The cyberworld has also deprived diehard romantics of the physical presence that a love letter carries. Deepti, a student at a Mumbai college, who chooses to phone, e-mail, or send text messages rather than write a love letter, says she misses this quality in the sms or the e-mail.

In fact, according to Dr Harish Shetty, a Mumbai-based psychiatrist, the very act of controlling the pen while writing a love letter is capable of drawing one’s feelings from within. Mangesh, a freelance journalist in Pune, who regularly writes to an intimate woman friend, vouches for that “something different” quality about pen and paper. “It brings out my true feelings on various issues. Moreover, my girlfriend says she feels closer to me in my letters,” he says.

For Walesa Baretto, a student in Mumbai, who pens letters to her boyfriend, the reasons for writing are somewhat different. While she can be spontaneous in e-mails too, love letters are simply sweeter, she says. Besides, they give her a chance to exhibit her artwork, poetry and “good handwriting.”

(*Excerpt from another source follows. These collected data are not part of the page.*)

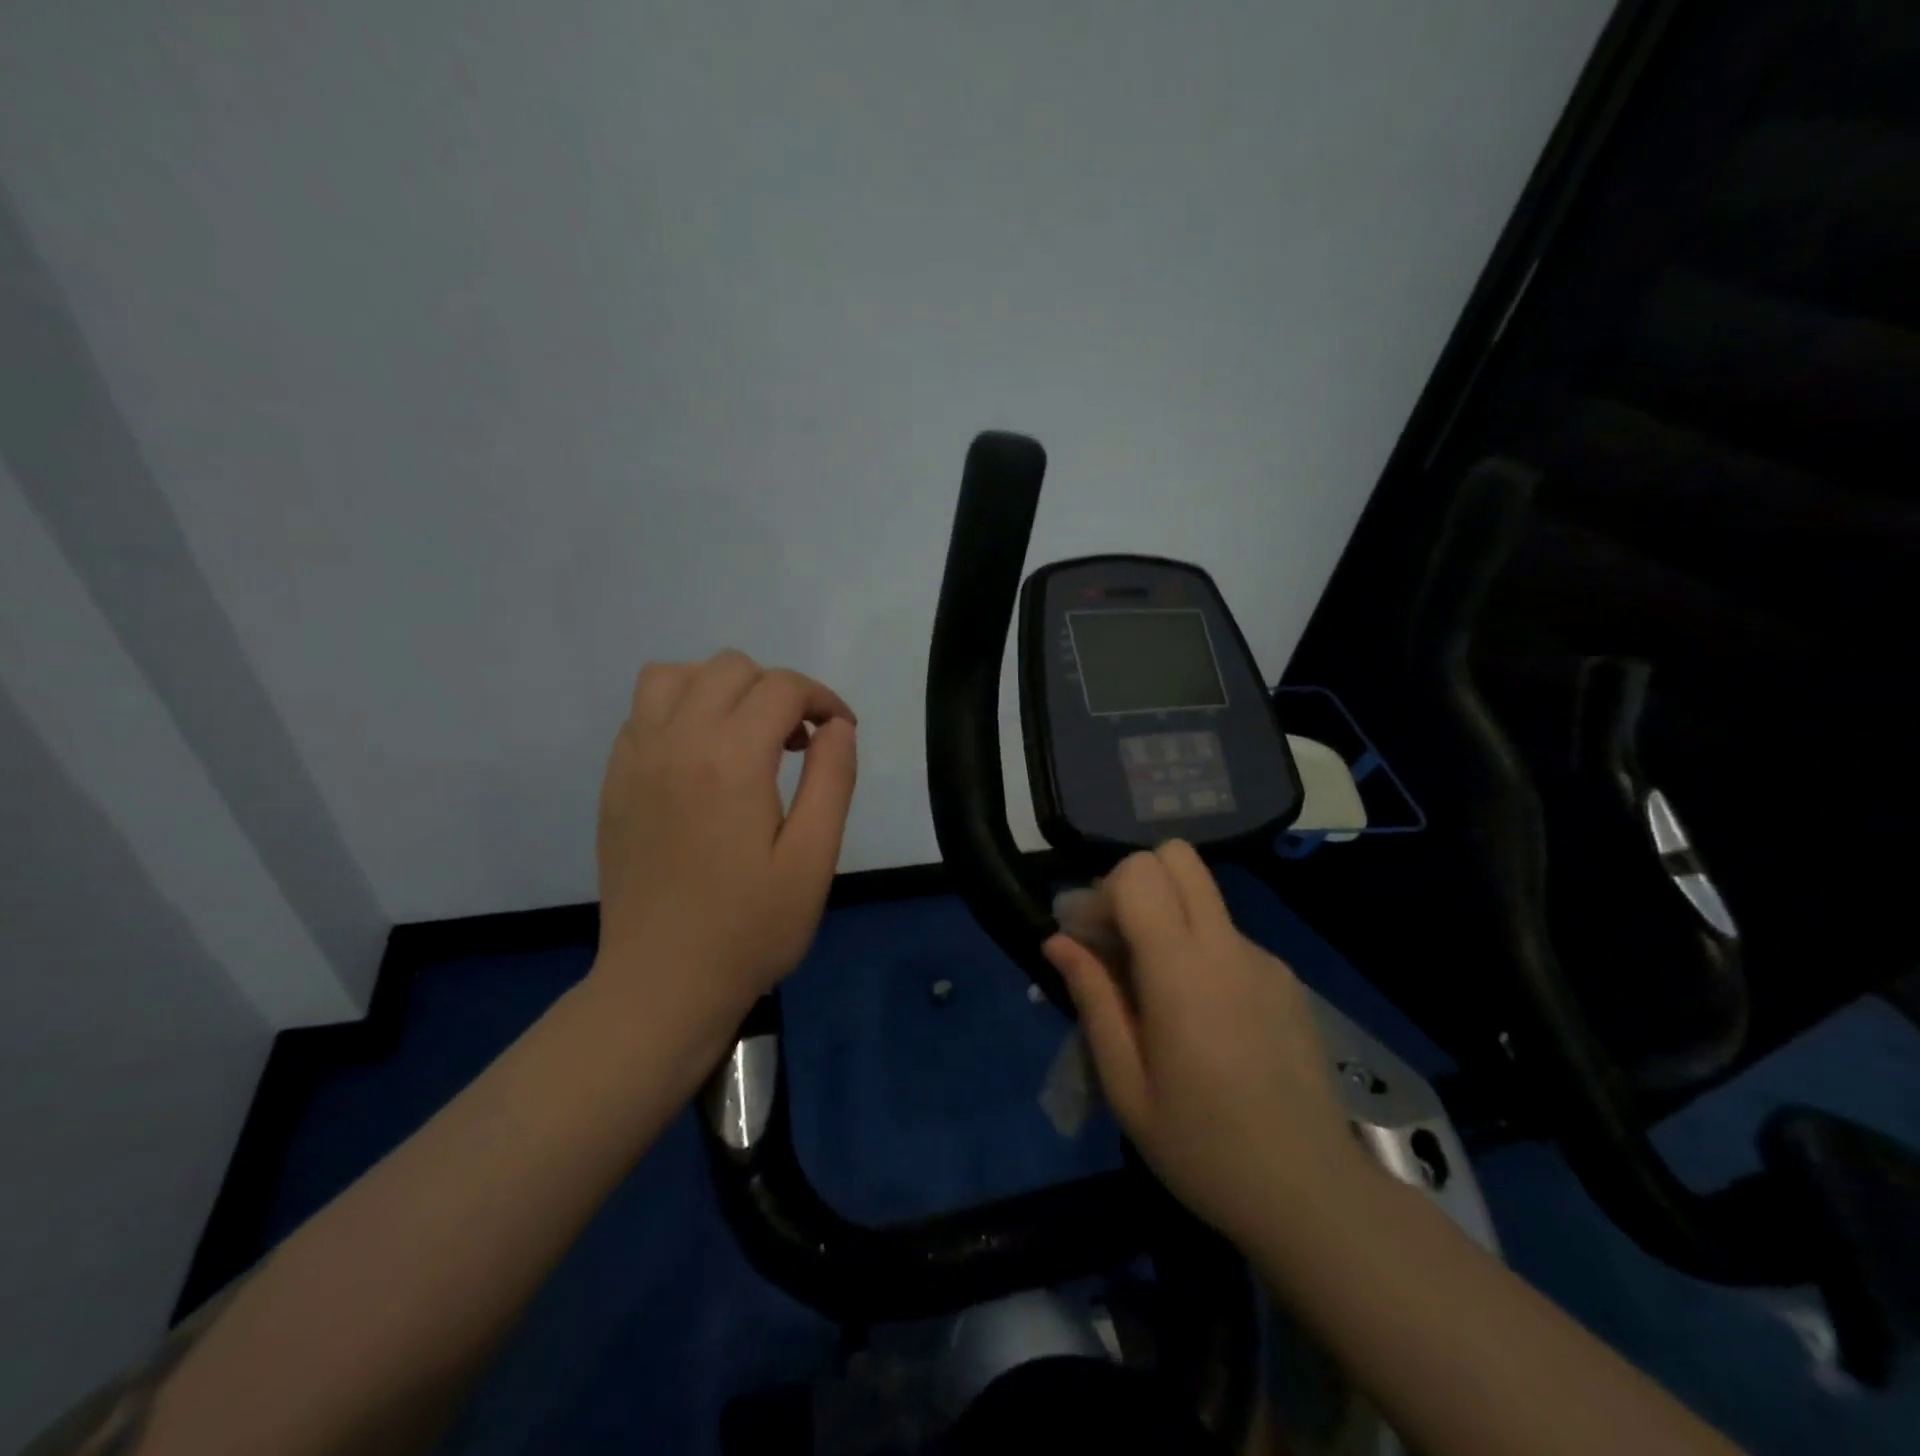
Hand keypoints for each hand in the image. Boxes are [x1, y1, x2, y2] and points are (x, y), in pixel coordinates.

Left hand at [592, 650, 856, 1056]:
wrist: (662, 983)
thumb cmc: (750, 928)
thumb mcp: (814, 859)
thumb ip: (832, 779)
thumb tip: (836, 726)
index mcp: (731, 760)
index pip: (781, 688)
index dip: (822, 698)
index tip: (840, 732)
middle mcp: (676, 742)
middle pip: (730, 668)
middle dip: (777, 690)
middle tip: (798, 743)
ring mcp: (636, 759)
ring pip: (675, 675)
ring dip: (721, 689)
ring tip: (746, 736)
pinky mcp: (615, 781)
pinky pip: (644, 711)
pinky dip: (681, 710)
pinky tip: (703, 758)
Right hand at [1043, 842, 1361, 1246]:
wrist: (1312, 1195)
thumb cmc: (1203, 1148)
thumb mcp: (1126, 1085)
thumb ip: (1093, 999)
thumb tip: (1057, 941)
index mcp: (1183, 971)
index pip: (1140, 873)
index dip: (1102, 892)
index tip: (1087, 940)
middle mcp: (1227, 947)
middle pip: (1178, 858)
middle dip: (1136, 882)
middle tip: (1116, 941)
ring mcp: (1263, 960)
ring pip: (1202, 896)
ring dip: (1165, 917)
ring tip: (1151, 988)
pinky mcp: (1285, 980)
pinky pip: (1227, 936)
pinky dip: (1198, 949)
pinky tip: (1198, 1015)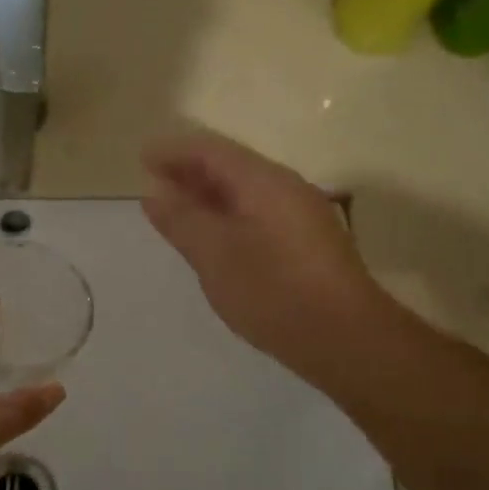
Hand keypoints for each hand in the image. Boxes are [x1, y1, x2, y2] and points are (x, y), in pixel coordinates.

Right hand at [141, 129, 380, 373]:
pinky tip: (212, 238)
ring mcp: (301, 216)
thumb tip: (154, 191)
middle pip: (230, 167)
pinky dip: (226, 216)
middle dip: (189, 171)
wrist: (347, 339)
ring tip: (174, 209)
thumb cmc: (274, 291)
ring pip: (245, 192)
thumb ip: (182, 219)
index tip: (141, 158)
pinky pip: (257, 213)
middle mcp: (286, 189)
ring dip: (207, 195)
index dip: (174, 151)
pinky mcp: (306, 244)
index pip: (211, 151)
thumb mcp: (215, 254)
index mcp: (264, 182)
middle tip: (152, 184)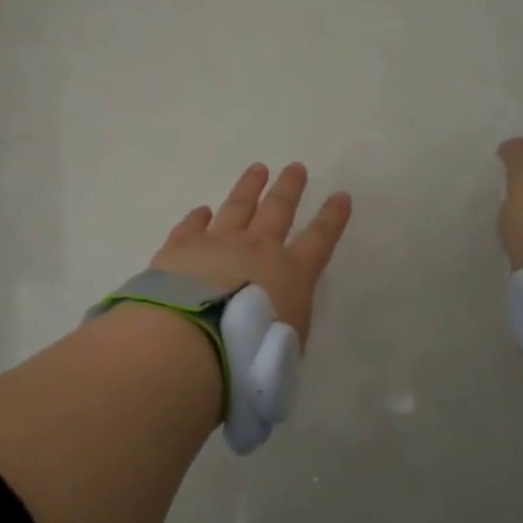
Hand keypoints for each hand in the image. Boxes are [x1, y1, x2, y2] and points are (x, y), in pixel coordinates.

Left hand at [149, 163, 352, 342]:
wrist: (192, 341)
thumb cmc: (249, 355)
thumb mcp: (284, 351)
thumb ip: (284, 328)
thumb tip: (277, 323)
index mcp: (291, 274)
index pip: (319, 239)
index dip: (332, 217)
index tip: (341, 195)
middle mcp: (257, 249)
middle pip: (278, 209)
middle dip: (290, 187)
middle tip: (296, 167)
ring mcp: (217, 243)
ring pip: (238, 206)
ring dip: (249, 187)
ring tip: (257, 169)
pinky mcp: (181, 247)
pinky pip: (192, 225)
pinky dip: (198, 217)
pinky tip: (201, 209)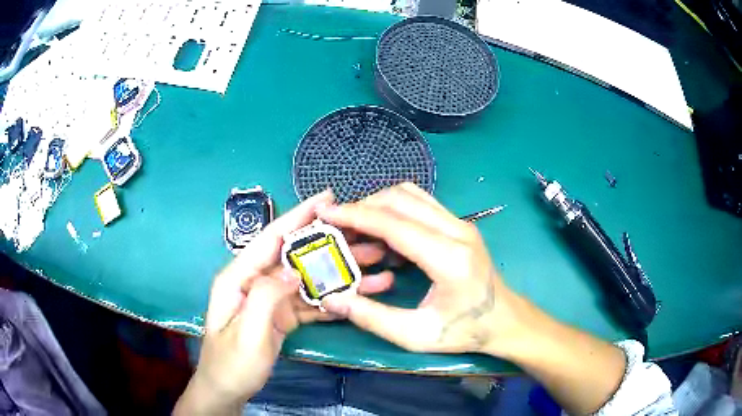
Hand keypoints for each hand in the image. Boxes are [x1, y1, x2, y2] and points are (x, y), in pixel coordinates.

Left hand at [175, 190, 396, 414]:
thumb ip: (266, 297)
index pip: (271, 238)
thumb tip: (295, 271)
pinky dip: (332, 299)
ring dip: (339, 274)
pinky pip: (310, 302)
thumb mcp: (245, 334)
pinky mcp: (282, 315)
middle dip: (330, 245)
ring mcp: (270, 299)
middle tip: (367, 238)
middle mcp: (256, 281)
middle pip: (296, 256)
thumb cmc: (231, 364)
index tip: (328, 198)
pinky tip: (357, 298)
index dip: (299, 216)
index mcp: (239, 277)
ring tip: (374, 270)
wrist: (227, 390)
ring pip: (308, 280)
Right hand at [318, 183, 629, 415]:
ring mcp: (461, 223)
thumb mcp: (416, 335)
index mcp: (448, 258)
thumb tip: (332, 298)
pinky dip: (395, 209)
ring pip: (412, 195)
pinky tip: (384, 232)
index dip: (356, 214)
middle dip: (363, 206)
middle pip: (401, 199)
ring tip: (357, 227)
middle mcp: (457, 230)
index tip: (326, 214)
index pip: (394, 223)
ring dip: (379, 204)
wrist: (506, 320)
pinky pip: (421, 204)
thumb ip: (372, 318)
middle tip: (338, 226)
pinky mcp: (460, 225)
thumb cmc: (465, 331)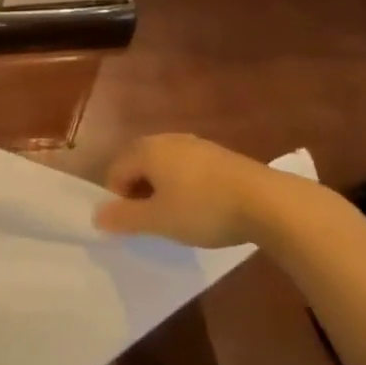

Among the college crowd at least, sms-es “have replaced not just letters, but e-mails, as well,” says Dr Myrtle Barse, a professor of sociology at a Mumbai college. Many of these, she says, have strong sexual undertones. “With so much of sexual permissiveness in society, romance has anyway become a thing of the past,” she says.

At least, the romance of writing a love letter certainly has.